─── Data

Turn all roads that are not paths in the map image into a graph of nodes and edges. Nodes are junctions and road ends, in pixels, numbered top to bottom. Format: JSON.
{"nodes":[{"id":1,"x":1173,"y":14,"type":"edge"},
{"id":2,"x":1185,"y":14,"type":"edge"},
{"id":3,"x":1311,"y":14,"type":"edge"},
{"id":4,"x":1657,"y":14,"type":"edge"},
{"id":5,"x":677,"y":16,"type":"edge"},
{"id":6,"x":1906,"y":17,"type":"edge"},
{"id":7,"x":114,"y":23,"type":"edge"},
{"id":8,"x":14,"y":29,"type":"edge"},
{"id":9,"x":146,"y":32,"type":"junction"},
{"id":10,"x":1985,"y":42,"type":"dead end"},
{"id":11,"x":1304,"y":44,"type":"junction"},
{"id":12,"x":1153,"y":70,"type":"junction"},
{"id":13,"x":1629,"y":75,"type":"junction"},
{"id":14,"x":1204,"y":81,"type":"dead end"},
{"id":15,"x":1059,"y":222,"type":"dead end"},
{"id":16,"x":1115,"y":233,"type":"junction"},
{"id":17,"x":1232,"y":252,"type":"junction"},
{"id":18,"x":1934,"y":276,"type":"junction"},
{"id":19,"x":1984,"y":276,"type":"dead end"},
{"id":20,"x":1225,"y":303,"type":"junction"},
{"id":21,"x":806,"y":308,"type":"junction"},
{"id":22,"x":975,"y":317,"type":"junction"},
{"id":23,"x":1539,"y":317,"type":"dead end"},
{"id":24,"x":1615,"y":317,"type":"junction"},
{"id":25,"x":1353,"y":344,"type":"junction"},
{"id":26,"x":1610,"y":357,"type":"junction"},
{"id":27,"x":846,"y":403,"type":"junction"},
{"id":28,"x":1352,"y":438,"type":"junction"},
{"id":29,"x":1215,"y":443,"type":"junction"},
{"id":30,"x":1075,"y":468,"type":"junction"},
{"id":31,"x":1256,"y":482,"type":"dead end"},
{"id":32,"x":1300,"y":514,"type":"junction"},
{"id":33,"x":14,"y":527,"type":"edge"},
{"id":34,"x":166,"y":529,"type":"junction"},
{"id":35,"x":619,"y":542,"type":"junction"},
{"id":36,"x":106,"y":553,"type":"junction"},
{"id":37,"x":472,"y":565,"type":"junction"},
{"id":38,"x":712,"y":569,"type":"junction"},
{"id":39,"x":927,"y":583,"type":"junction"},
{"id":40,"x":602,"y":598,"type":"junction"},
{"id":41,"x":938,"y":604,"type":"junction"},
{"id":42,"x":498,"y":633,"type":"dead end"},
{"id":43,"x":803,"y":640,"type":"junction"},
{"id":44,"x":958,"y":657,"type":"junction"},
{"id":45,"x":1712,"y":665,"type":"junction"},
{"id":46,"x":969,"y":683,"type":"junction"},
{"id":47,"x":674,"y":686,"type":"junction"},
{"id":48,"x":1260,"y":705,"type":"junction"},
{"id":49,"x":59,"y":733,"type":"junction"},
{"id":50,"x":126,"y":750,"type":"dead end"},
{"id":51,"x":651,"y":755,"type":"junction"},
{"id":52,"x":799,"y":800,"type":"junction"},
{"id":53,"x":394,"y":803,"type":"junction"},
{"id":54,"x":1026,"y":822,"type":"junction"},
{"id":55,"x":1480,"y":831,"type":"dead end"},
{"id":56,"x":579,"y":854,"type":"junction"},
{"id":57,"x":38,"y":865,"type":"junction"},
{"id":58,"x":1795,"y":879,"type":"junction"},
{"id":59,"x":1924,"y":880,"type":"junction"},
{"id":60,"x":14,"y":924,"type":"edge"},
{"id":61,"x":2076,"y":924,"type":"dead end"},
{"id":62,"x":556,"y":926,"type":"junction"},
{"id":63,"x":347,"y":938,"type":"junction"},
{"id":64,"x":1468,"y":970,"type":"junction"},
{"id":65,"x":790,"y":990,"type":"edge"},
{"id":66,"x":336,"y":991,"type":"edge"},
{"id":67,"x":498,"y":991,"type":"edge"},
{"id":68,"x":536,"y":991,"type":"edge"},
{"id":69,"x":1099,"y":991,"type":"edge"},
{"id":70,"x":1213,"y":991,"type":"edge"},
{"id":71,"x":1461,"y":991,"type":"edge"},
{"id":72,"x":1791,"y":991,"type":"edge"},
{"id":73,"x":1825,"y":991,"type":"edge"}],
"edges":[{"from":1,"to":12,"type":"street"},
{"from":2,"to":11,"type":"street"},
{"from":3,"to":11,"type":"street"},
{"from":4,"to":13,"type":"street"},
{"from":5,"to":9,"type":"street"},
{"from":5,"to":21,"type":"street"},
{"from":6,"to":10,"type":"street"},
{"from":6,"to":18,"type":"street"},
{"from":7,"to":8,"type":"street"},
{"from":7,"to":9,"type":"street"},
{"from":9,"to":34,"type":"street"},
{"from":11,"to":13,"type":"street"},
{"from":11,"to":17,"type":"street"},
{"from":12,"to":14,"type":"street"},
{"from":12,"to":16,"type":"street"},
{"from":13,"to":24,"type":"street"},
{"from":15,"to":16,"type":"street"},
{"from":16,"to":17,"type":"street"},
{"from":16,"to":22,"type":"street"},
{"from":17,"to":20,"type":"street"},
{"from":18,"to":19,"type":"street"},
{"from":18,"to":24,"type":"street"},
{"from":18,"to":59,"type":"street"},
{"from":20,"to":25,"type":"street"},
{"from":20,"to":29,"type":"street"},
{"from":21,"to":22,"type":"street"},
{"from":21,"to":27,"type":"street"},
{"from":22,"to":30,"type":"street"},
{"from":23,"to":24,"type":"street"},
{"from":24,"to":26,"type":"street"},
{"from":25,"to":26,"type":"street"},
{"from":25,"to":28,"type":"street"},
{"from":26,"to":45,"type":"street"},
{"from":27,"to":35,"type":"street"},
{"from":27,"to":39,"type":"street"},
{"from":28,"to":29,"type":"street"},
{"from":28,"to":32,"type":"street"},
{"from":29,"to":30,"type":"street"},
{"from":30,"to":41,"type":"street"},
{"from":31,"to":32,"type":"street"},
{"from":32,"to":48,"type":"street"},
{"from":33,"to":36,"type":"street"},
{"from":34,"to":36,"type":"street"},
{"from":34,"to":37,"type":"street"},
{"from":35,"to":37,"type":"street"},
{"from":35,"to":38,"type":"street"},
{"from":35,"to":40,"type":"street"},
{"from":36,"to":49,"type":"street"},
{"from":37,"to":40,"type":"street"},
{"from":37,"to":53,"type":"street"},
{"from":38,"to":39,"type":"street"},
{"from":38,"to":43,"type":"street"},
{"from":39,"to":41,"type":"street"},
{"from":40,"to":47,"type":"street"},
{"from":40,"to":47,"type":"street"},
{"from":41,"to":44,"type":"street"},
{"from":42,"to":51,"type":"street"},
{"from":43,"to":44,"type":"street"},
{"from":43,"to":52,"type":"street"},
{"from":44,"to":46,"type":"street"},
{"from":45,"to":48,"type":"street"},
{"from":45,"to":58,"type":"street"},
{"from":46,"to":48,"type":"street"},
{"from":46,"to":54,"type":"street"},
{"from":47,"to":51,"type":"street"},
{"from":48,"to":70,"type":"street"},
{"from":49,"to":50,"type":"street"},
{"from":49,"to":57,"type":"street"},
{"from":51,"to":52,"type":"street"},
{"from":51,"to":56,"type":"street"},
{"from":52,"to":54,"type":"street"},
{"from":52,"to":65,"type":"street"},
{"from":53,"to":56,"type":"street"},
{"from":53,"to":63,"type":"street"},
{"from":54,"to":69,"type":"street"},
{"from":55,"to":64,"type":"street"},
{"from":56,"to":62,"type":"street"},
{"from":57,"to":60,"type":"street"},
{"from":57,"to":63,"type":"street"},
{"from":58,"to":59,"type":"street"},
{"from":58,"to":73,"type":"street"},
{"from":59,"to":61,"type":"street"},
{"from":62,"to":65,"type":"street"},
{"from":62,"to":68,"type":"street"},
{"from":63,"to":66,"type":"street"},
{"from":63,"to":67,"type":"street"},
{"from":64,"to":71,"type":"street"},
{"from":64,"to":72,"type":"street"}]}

──────

[Task objective]:
Copy out, from the records above, every line that holds the string "nodes".

[Task response]:
Turn all roads that are not paths in the map image into a graph of nodes and edges. Nodes are junctions and road ends, in pixels, numbered top to bottom. Format: JSON.
{"nodes":[{"id":1,"x":1173,"y":14,"type":"edge"},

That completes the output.